BLOGGER TEMPLATES - TWITTER BACKGROUNDS

Thursday, June 10, 2010

The other day I asked my friend if she knew anything about lip waxing. I had been noticing tiny, unwelcome hairs accenting my upper lip; desiring to be a beautiful woman of God, I asked my friend the above question to which her reply was, "Sure! I've used NADS Wax Strips." And continued on, telling me where I could get this product.

After arriving 3 minutes before the store closed, I went to ask the cashier if she knew where the lip waxing products were...being sure of not mentioning the name NADS, that my friend told me, incase she decided to play her first ever practical joke on me (Who would choose the vulgar name NADS?)

When I arrived at the isle to where I was sent, I searched directly before me for this product NADS, only to find other products. Right when I began to feel like I was set up on a joke, I looked down at the shelves below. There it was to my lower left-NADS.

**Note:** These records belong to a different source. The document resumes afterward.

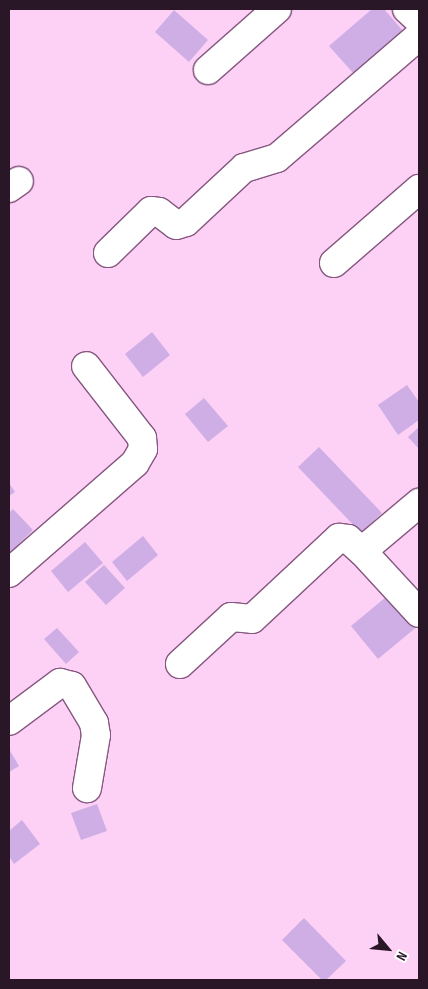 <!DOCTYPE html>
<html>
<head>
<meta charset="utf-8">
<style>
  body { margin:0 }
  #map { position:relative; width:428px; height:989px; overflow:hidden; background:#fcd1f5; font-family:"Sofia Sans Condensed",sans-serif }
  div>[style] { position:absolute }
  [style*='--x'] { left:calc(var(--x)*1px); top:calc(var(--y)*1px); width:calc(var(--w)*1px); rotate:calc(var(--a)*1deg) }
  .building>* { inset:0; background:#cfaee6 }
  .roads { filter:drop-shadow(1px 0 #865780) drop-shadow(-1px 0 #865780) drop-shadow(0 1px #865780) drop-shadow(0 -1px #865780) }
  .minor>* { height:28px; margin:-14px; padding:0 14px; transform-origin:14px; border-radius:14px; background:#fff }
  span { translate:-50% -50%; white-space:nowrap; text-align:center; line-height:1.15; -webkit-text-stroke:4px #fff; paint-order:stroke }
  .frame { position:absolute; inset:0; border:10px solid #291626; pointer-events:none }
  .north { position:absolute; left:363px; top:924px; width:50px; height:50px; -webkit-text-stroke:4px #fff; paint-order:stroke; rotate:118deg; font-size:14px; font-weight:700; line-height:20px; text-align:center; color:#291626 }
  .north::after { content:''; display:block; margin:auto; width:18px; height:22px; background:#291626; clip-path:polygon(50% 0,100% 100%,50% 72%,0 100%) }
</style>
</head>
<body>
<div id="map">
  <div class="building">
    <i style="clip-path:polygon(372px 9px,384px 9px,403px 31px,354px 74px,329px 46px)"></i>
    <i style="clip-path:polygon(174px 10px,208px 40px,189px 62px,155px 32px)"></i>
    <i style="clip-path:polygon(152px 332px,170px 355px,143px 377px,125px 354px)"></i>
    <i style="clip-path:polygon(407px 385px,419px 402px,419px 420px,398px 435px,378px 405px)"></i>
    <i style="clip-path:polygon(204px 398px,228px 426px,208px 442px,185px 414px)"></i>
    <i style="clip-path:polygon(419px 427px,419px 449px,408px 437px)"></i>
    <i style="clip-path:polygon(319px 447px,382px 513px,361px 533px,298px 467px)"></i>
    <i style="clip-path:polygon(9px 483px,15px 492px,9px 496px)"></i>
    <i style="clip-path:polygon(13px 509px,33px 530px,9px 554px,9px 513px)"></i>
    <i style="clip-path:polygon(143px 536px,158px 555px,127px 581px,112px 562px)"></i>
    <i style="clip-path:polygon(85px 542px,103px 563px,68px 592px,51px 571px)"></i>
    <i style="clip-path:polygon(104px 565px,125px 588px,106px 605px,85px 582px)"></i>
    <i style="clip-path:polygon(392px 592px,419px 625px,378px 659px,351px 626px)"></i>
    <i style="clip-path:polygon(57px 628px,79px 652px,66px 664px,44px 639px)"></i>
    <i style="clip-path:polygon(9px 749px,19px 766px,9px 772px)"></i>
    <i style="clip-path:polygon(97px 804px,107px 831px,81px 840px,71px 813px)"></i>
    <i style="clip-path:polygon(22px 820px,40px 844px,14px 864px,9px 856px,9px 831px)"></i>
    <i style="clip-path:polygon(304px 918px,346px 961px,326px 980px,322px 980px,282px 940px)"></i>
  </div>
  <div class="roads">
    <div class="minor">
      <i style="--x:407;--y:9;--w:16;--a:43"></i>
      <i style="--x:208;--y:70;--w:92;--a:-41.5"></i>
      <i style="--x:9;--y:188;--w:12;--a:-35"></i>
      <i style="--x:108;--y:253;--w:60;--a:-44.3"></i>
      <i style="--x:151;--y:211;--w:8;--a:7"></i>
      <i style="--x:159;--y:212;--w:21;--a:37"></i>
      <i style="--x:176;--y:225;--w:10;--a:-17"></i>
      <i style="--x:186;--y:222;--w:79;--a:-43"></i>
      <i style="--x:244;--y:168;--w:34;--a:-17"></i>
      <i style="--x:277;--y:158;--w:187;--a:-40.7"></i>
      <i style="--x:334;--y:263;--w:113;--a:-41"></i>
      <i style="--x:362;--y:551;--w:75;--a:-40.1"></i>
      <i style="--x:9;--y:573;--w:167;--a:-41.1"></i>
      <i style="--x:135;--y:463;--w:16;--a:-60"></i>
      <i style="--x:143;--y:449;--w:11;--a:-95"></i>
      <i style="--x:142;--y:438;--w:91;--a:-127.9"></i>
      <i style="--x:180;--y:664;--w:69;--a:-42.7"></i>
      <i style="--x:231;--y:617;--w:21;--a:5"></i>
      <i style="--x:252;--y:619;--w:119;--a:-43"></i>
      <i style="--x:339;--y:538;--w:9;--a:6"></i>
      <i style="--x:348;--y:539;--w:18;--a:41"></i>
      <i style="--x:362;--y:551;--w:84;--a:47.4"></i>
      <i style="--x:9;--y:721;--w:64;--a:-36.7"></i>
      <i style="--x:60;--y:683;--w:12;--a:14"></i>
      <i style="--x:72;--y:686;--w:43;--a:59.3"></i>
      <i style="--x:94;--y:723;--w:12;--a:81"></i>
      <i style="--x:96;--y:735;--w:54;--a:99.6"></i>
    </div>
  </div>
  <div class="frame"></div>
  <div class="north">N</div>
</div>
</body>
</html> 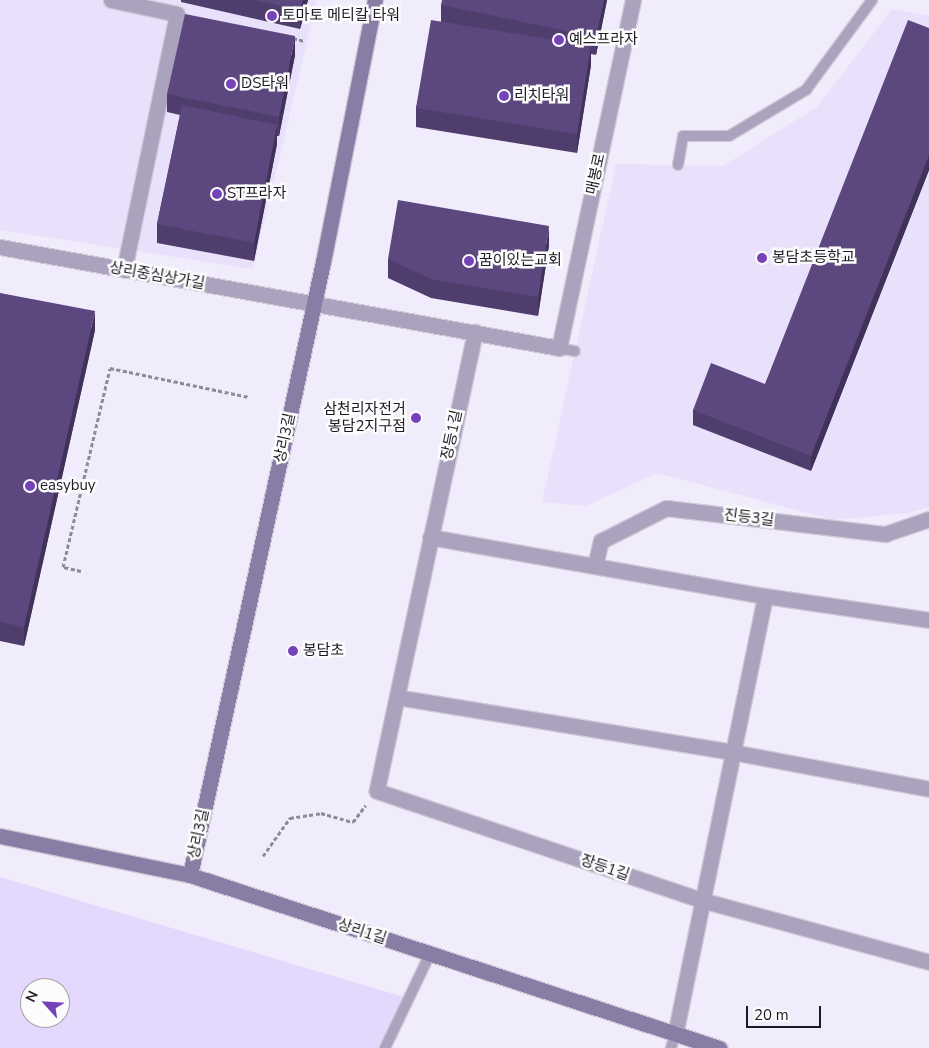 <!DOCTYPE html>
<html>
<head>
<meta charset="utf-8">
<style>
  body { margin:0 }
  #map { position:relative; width:929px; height:1048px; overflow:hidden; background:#f1ecfb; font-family:"Nunito Sans","Noto Sans KR",sans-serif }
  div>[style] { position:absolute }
  .built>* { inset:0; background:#e9e1fb }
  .green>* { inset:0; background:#e4d9fd }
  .path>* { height:3px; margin-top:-1.5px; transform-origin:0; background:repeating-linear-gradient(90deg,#8e8a96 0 4px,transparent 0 6.5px) }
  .roads { filter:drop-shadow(1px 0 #cfcad8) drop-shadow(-1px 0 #cfcad8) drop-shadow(0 1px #cfcad8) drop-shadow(0 -1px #cfcad8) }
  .lane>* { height:10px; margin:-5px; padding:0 5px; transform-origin:5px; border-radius:5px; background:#aba2be }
  .street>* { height:15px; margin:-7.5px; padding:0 7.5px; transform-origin:7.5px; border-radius:7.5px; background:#aba2be }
  .secondary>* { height:15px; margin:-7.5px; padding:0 7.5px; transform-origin:7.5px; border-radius:7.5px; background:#8a7da5 }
  .wall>* { inset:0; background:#4f3e6d }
  .shaded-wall>* { inset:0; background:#403259 }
  .building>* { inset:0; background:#5c487f }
  .dots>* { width:14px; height:14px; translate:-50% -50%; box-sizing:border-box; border:2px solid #fcfcfc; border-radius:50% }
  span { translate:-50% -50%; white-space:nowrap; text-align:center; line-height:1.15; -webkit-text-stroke:5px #fcfcfc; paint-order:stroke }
  .poi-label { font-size:15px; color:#1d1a23 }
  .left { translate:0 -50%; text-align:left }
  .right { translate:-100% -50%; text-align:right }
  .street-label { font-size:15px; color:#1d1a23 }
  .north { position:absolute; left:20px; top:978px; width:50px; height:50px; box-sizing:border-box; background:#fcfcfc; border:1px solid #a3a2a5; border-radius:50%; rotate:296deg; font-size:14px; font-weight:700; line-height:20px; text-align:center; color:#1d1a23 }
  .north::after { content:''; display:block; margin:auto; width:18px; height:22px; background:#7542b9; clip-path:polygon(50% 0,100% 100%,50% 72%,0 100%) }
  .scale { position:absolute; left:746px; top:1006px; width:75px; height:22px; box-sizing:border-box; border:2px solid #1d1a23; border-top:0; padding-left:6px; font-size:15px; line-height:18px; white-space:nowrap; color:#1d1a23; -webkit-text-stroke:4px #fcfcfc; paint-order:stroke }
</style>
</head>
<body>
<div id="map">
  <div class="built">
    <i style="clip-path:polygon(0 0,317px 0,253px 269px,0 230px)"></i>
    <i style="clip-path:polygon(892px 9px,929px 16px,929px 507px,909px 513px,834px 520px,657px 473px,586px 506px,542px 502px,616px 164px,723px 166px,817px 107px)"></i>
  </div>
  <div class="green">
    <i style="clip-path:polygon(evenodd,0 877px,404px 997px,378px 1048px,0 1048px,0 877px,30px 988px,60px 988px,60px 1018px,30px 1018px,30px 988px)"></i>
  </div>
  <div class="path">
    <i style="left:293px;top:38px;width:11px;rotate:15deg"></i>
    <i style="left:81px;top:571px;width:18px;rotate:-167deg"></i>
    <i style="left:63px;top:567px;width:204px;rotate:-76.7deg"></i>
    <i style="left:110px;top:368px;width:142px;rotate:11.8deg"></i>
    <i style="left:263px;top:856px;width:47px;rotate:-54.6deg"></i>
    <i style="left:290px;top:818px;width:31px;rotate:-9deg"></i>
    <i style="left:321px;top:813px;width:33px;rotate:16deg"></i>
    <i style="left:353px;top:822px;width:21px;rotate:-53deg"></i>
  </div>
  <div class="roads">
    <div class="lane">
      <i style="left:678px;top:165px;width:29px;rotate:-80deg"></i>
      <i style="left:683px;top:136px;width:46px"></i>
      <i style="left:729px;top:136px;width:90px;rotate:-30.9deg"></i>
      <i style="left:806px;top:90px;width:112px;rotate:-53.7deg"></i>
      <i style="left:559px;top:348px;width:16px;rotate:11deg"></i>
      <i style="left:385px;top:1048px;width:104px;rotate:-64.4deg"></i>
      <i style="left:671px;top:1048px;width:14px;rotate:-73deg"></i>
    </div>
    <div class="street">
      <i style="left:111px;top:0;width:67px;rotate:12deg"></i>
      <i style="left:177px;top:14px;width:261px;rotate:101.7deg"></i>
      <i style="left:0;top:247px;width:568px;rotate:10.24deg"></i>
      <i style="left:559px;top:348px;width:356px;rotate:-78deg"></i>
      <i style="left:475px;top:332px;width:469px;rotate:102.1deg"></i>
      <i style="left:377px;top:791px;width:342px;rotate:18.6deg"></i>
      <i style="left:701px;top:900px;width:236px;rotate:15.2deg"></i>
      <i style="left:430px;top:537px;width:340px;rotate:10deg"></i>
      <i style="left:765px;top:596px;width:166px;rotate:8.3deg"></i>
      <i style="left:595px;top:566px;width:26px;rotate:-77deg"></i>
      <i style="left:601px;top:541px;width:73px;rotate:-26.9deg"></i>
      <i style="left:666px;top:508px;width:221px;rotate:6.8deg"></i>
      <i style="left:885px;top:534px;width:46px;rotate:-18.8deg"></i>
      <i style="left:397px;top:697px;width:339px;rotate:9.3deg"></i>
      <i style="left:732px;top:752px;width:200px;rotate:10.6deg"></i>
      <i style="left:675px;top:1035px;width:448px;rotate:-78.4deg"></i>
    </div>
    <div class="secondary">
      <i style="left:0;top:836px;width:194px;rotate:11.6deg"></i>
      <i style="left:190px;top:875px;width:557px;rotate:18.11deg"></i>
      <i style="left:190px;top:875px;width:627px;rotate:-77.76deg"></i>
      <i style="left:323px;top:262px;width:267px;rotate:-78.8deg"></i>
    </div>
  </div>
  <div class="wall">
    <i style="clip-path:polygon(181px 0,308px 0,300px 29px,181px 2px)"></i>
    <i style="clip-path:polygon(607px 0,596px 55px,591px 54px,591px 65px,577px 153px,416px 127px,416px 108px,441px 22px,441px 5px)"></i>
    <i style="clip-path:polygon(929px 28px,929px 170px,811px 471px,693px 425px,693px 410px,765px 384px)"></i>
    <i style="clip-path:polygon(295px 55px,279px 136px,277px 136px,277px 144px,254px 261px,157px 243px,157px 224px,180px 115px,167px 112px,167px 94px)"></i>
    <i style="clip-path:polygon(549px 245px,538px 316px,431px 298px,388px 278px,388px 259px)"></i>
    <i style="clip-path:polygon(0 293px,95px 330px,24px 646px,0 641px)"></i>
  </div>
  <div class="shaded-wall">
    <i style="clip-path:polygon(303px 0,308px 0,300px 29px,300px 10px)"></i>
    <i style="clip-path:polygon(604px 0,607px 0,596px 55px,596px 37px)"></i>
    <i style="clip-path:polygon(295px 36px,295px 55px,279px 136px,279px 117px)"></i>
    <i style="clip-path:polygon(591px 46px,591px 65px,577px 153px,577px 134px)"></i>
    <i style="clip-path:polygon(277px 125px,277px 144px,254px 261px,254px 243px)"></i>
    <i style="clip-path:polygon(929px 155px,929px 170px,811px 471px,811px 456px)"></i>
    <i style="clip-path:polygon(549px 226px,549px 245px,538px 316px,538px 297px)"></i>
    <i style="clip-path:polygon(95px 311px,95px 330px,24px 646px,24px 627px)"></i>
  </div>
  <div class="building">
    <i style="clip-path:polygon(254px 0,303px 0,300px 10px)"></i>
    <i style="clip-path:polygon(442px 0,604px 0,596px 37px,441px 5px)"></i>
    <i style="clip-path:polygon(185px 14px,295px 36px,279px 117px,167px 94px)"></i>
    <i style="clip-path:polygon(431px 20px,591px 46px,577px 134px,416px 108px)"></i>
    <i style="clip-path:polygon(908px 20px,929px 28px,929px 155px,811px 456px,693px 410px,711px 363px,765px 384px)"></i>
    <i style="clip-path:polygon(182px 105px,277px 125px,254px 243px,157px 224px)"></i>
    <i style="clip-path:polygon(398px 200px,549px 226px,538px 297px,431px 279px,388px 259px)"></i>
    <i style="clip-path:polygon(0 293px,95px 311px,24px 627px,0 622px)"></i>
  </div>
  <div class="dots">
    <i style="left:272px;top:16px;background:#7542b9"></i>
    <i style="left:559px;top:40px;background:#7542b9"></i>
    <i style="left:231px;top:84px;background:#7542b9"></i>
    <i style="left:504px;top:96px;background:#7542b9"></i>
    <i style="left:217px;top:194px;background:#7542b9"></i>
    <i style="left:762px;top:258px;background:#7542b9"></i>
    <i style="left:469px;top:261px;background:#7542b9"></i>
    <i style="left:416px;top:418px;background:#7542b9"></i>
    <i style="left:30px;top:486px;background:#7542b9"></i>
    <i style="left:293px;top:651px;background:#7542b9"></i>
  </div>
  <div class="poi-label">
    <span class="left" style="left:282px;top:16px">토마토 메티칼 타워</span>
    <span class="left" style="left:569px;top:40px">예스프라자</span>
    <span class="left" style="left:241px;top:84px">DS타워</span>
    <span class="left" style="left:514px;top:96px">리치타워</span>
    <span class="left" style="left:227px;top:194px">ST프라자</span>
    <span class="left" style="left:772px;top:258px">봉담초등학교</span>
    <span class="left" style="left:479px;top:261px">꿈이있는교회</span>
    <span class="right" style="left:406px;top:418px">삼천리자전거<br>봉담2지구점</span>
    <span class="left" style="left:40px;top:486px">easybuy</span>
    <span class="left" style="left:303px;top:651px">봉담초</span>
  </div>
  <div class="street-label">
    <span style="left:596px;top:174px;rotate:-78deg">매봉로</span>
    <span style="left:157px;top:276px;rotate:10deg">상리중심상가길</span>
    <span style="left:452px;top:435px;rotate:-78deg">장등1길</span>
    <span style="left:285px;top:438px;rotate:-78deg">상리3길</span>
    <span style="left:749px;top:518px;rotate:7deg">진등3길</span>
    <span style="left:199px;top:834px;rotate:-78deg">상리3길</span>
    <span style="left:605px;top:868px;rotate:19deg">장등1길</span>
    <span style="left:362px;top:932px;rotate:18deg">상리1길</span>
  </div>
  <div class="north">N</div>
  <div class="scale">20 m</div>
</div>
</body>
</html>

Not caring about its name any longer, I quickly scooped up one box and pondered grabbing more. Visions of beauty ran through my mind: classical music playing as I sat in a room filled with light as butterflies floated and flowers blossomed...while I carefreely pulled the wax strip from my lip. After locating a large mirror and some tweezers, I paid for my items and read the directions over several times on the way home - being sure I knew what I was doing.

Soon the wax strip was heated and peeled apart. I placed the sticky yelllow strip across my lip and ran my fingers across the wax paper to ensure that all the hairs would be pulled.

There was no classical music playing, no butterflies or flowers. The only thing close to my vision was that the light was on. In eager anticipation I ripped the wax away from my face, feeling the wind being sucked out of me as loud noise rushed out of my mouth, "OOOOOoouuuUUUCHHHHH!!!!!!!! It hurt so bad, I almost didn't know what happened. Still I had to repeat the process as the wax strips weren't long enough for my mouth. Again it hurt, but I think not as much since I knew what to expect.

There was a thick layer of wax remaining across my upper lip that I tried to scrub off.....even after I used my facial scrub product, it didn't feel like any wax was removed. UGH!!!! What did others do to remove this "stain"?

As I stared at myself in the mirror to evaluate my consequences, I vowed I would never do this again. My upper lip was pink and slighty swollen. But hopefully this would all be gone in the morning, especially after a shower.

Nope...it was worse...as the waxy layer was still there...along with several tiny pimples all across my upper lip. Even with loads of foundation and powder, I couldnt' hide my mistake.

In the same way, I have to be careful with the choices I make as I draw closer in my walk with Christ. If God is guiding me one way.....I shouldn't listen to anyone other than Christ. What is right for others, isn't necessisarily right for me. I have to constantly keep my gaze on Jesus, not myself.....or anyone else....or I may end up feeling pain far greater than wax being ripped off my lip, consequences that stay longer than the residue on my lip, and uglier than zits that dot my upper lip. If my focus doesn't stay on Christ, I may end up with a wound that eats away at my soul.

But praise God for tweezers!!

And I am thankful that God knows what is needed to create beauty within and out....He may not use tweezers.....yet .....after all, He created the heavens and the earth. Let everything that has breath praise the Lord!!